TeddyBridge

TeddyBridge Privacy Policy

Effective Date: February 25, 2025

1. Introduction

TeddyBridge ("we," "our," or "us") is a 501(c)(3) nonprofit organization. We are committed to protecting your privacy. This Privacy Policy explains how we collect, use, disclose, and safeguard your information when you use our iOS application, website, and related services (collectively, the "Service").

By using our Service, you agree to the collection and use of information in accordance with this policy. If you do not agree with this policy, please do not use our Service.

2. Information We Collect

Account Information

When you create an account, we collect your name and email address. If you sign in with Apple or Google, we receive your name and email (or a private relay email if you choose "Hide My Email" through Apple). We may also collect your profile photo and biographical information if you choose to provide them. We do not collect your phone number or physical address.

Health Information

To match you with appropriate peers, we collect information about your foot and ankle condition, surgery status, surgery timeline, surgeon name, recovery stage, and the types of support you are looking for. This information is provided voluntarily by you during onboarding and is used to personalize your peer matching experience.

Communications

We collect the messages you exchange with other users through our in-app messaging feature. We also facilitate video and voice calls between matched peers using a third-party provider (Daily.co). We do not record the audio or video content of these calls. Call metadata (scheduling, duration, and participant identifiers) is stored to support the call feature.

Usage and Security Data

We collect information about how you interact with our Service, including login events, feature usage, and API activity. This data is used for security monitoring, fraud prevention, and improving the Service. On iOS, we store authentication tokens securely in the device Keychain.

Device Information

We collect your device's push notification token to send you notifications about messages, call reminders, and account activity. We do not collect your device's advertising identifier or use any device-level tracking.

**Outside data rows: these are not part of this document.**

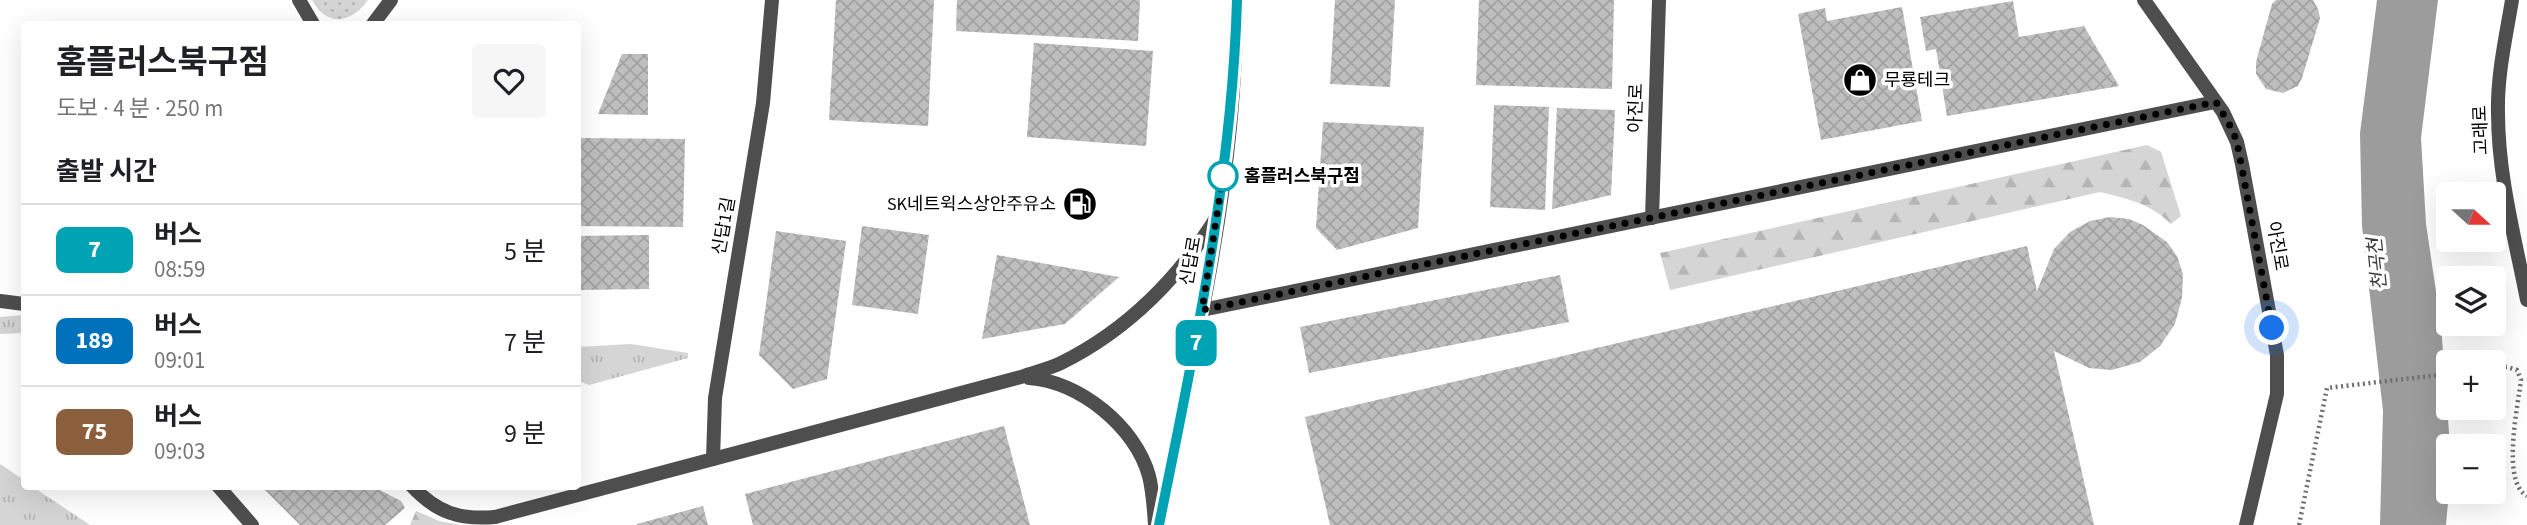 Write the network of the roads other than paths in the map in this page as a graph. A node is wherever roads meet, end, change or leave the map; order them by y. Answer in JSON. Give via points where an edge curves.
{"nodes":[{"id":1,"x":299,"y":0,"type":"edge"},
{"id":2,"x":391,"y":0,"type":"edge"},
{"id":3,"x":772,"y":0,"type":"edge"},
{"id":4,"x":1237,"y":0,"type":"edge"},
{"id":5,"x":1659,"y":0,"type":"edge"},
{"id":6,"x":2144,"y":0,"type":"edge"},
{"id":7,"x":2512,"y":0,"type":"edge"},
{"id":8,"x":311,"y":21,"type":"edge"},
{"id":9,"x":375,"y":21,"type":"edge"},
{"id":10,"x":2216,"y":102,"type":"junction"},
{"id":11,"x":1219,"y":213,"type":"junction"},
{"id":12,"x":1652,"y":218,"type":"junction"},
{"id":13,"x":2527,"y":300,"type":"edge"},
{"id":14,"x":0,"y":301,"type":"edge"},
{"id":15,"x":21,"y":304,"type":"edge"},
{"id":16,"x":1202,"y":310,"type":"junction"},
{"id":17,"x":1021,"y":377,"type":"junction"},
{"id":18,"x":713,"y":458,"type":"junction"},
{"id":19,"x":221,"y":490,"type":"edge"},
{"id":20,"x":416,"y":490,"type":"edge"},
{"id":21,"x":252,"y":525,"type":"edge"},
{"id":22,"x":1157,"y":525,"type":"edge"},
{"id":23,"x":2246,"y":525,"type":"edge"}],
"edges":[{"from":1,"to":8,"type":"street"},
{"from":2,"to":9,"type":"street"},
{"from":3,"to":18,"type":"street","name":"신답1길","via":[[763,103],[715,398]]},
{"from":4,"to":11,"type":"street","name":"신답로","via":[[1230,128]]},
{"from":5,"to":12,"type":"street","name":"아진로"},
{"from":6,"to":10,"type":"street","name":"아진로"},
{"from":7,"to":13,"type":"street","name":"고래로","via":[[2501,63],[2500,156]]},
{"from":10,"to":12,"type":"street"},
{"from":10,"to":23,"type":"street","name":"아진로","via":[[2237,142],[2277,355],[2277,394]]},
{"from":11,"to":16,"type":"street","name":"신답로"},
{"from":11,"to":17,"type":"street","via":[[1190,259],[1146,305],[1082,351]]},
{"from":12,"to":16,"type":"street"},
{"from":14,"to":15,"type":"street"},
{"from":16,"to":22,"type":"street","name":"신답로"},
{"from":17,"to":18,"type":"street"},
{"from":17,"to":22,"type":"street","via":[[1062,384],[1120,427],[1149,475]]},
{"from":18,"to":20,"type":"street","via":[[495,517],[471,519],[444,511]]},
{"from":19,"to":21,"type":"street"}]}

3. How We Use Your Information

We use your information to:

  • Provide, maintain, and improve the Service
  • Match you with peers who share similar conditions and experiences
  • Facilitate secure messaging and video/voice calls between matched peers
  • Send push notifications about messages, calls, and account activity
  • Authenticate your identity and maintain session security
  • Monitor for unauthorized access and security threats
  • Respond to your inquiries and provide customer support
  • Comply with legal obligations

We do not use your information for advertising, ad targeting, or tracking across other apps and websites.

4. Data Security

We implement strong security measures to protect your information:

  • All data is encrypted in transit using TLS/HTTPS
  • Health information and sensitive data are encrypted at rest using AES-256 encryption
  • Authentication tokens are stored in the iOS Keychain with device-only access protection
  • The app supports biometric authentication (Face ID / Touch ID) for session unlock
  • Sessions automatically lock after 5 minutes of inactivity
  • A privacy screen obscures app content in the iOS app switcher
  • Third-party keyboard extensions are blocked on sensitive input fields
  • Security events are logged for audit purposes

No method of electronic storage or transmission is 100% secure. While we strive to protect your information, we cannot guarantee absolute security.

5. How We Share Your Information

With Other Users

Your display name (or anonymous alias if you enable anonymous mode), profile photo, condition, surgery status, recovery stage, bio, and support goals may be visible to other matched users to facilitate peer connection. You control what you share through your profile settings.

With Service Providers

We share information with third-party service providers who perform services on our behalf: Supabase (authentication and database hosting) and Daily.co (video and voice call infrastructure). These providers process data only as necessary to perform their services and are bound by confidentiality obligations. We require Business Associate Agreements where applicable.

For Legal Purposes

We may disclose your information if required by law, court order, or government request, or if we believe disclosure is necessary to protect our rights, your safety, or the safety of others.

For Research

With your consent, we may share de-identified, aggregated data for research purposes to advance the understanding and treatment of foot and ankle conditions. Individual-level data is never shared for research without your explicit consent.

We do not sell your personal information. We do not share your information with data brokers, advertising networks, or any third party for advertising purposes.

6. Your Rights and Choices

Access Your Data

You have the right to request access to the personal information we hold about you. You can view and update most of your information through your account settings in the app.

Export Your Data

You can request an export of your personal data through the Settings screen in the app.

Delete Your Data

You may request deletion of your account and personal information through the app or by emailing us. Upon receiving such a request, we will delete your data within 30 days, except where we are required to retain it by law.

Anonymous Mode

You can enable anonymous mode in your profile settings to connect with peers without revealing your full name.

Push Notifications

You can manage push notification preferences through your device's iOS Settings at any time.

Sign in with Apple Privacy

If you use Sign in with Apple with "Hide My Email," Apple provides a unique private relay email address. We communicate with you through this relay. You can manage or revoke this in your Apple ID settings.

7. Data Retention

We retain your personal information for as long as your account is active or as needed to provide you with our Service. We may retain certain information after account deletion as required by law or for legitimate security and audit purposes (such as security logs). Audit logs are retained for a maximum of 12 months after account deletion.

8. Children's Privacy

Our Service is intended for users who are 18 years of age or older. We do not knowingly collect personal information from anyone under 18. If we learn that we have collected information from someone under 18, we will delete it promptly.

9. International Users

If you are accessing our Service from outside the United States, please be aware that your information may be transferred to, stored, and processed in the United States. By using our Service, you consent to this transfer.

10. California Residents

If you are a California resident, you have the right to request information about the categories of personal information we have collected about you, the categories of sources from which we collected it, and the purposes for which we use it. You also have the right to request deletion of your personal information. To exercise these rights, contact us at the email below. We do not sell personal information.

11. Changes to This Policy

We may update this Privacy Policy from time to time. We will notify you of any material changes by posting the new policy on our website and within the app. The "Effective Date" at the top will be updated accordingly. Your continued use of the Service after such changes constitutes your acceptance of the updated policy.

12. Contact Us

If you have any questions about this Privacy Policy or our data practices, please contact us at:

Email: support@teddybridge.com

Website: https://www.teddybridge.com

501(c)(3) Nonprofit Organization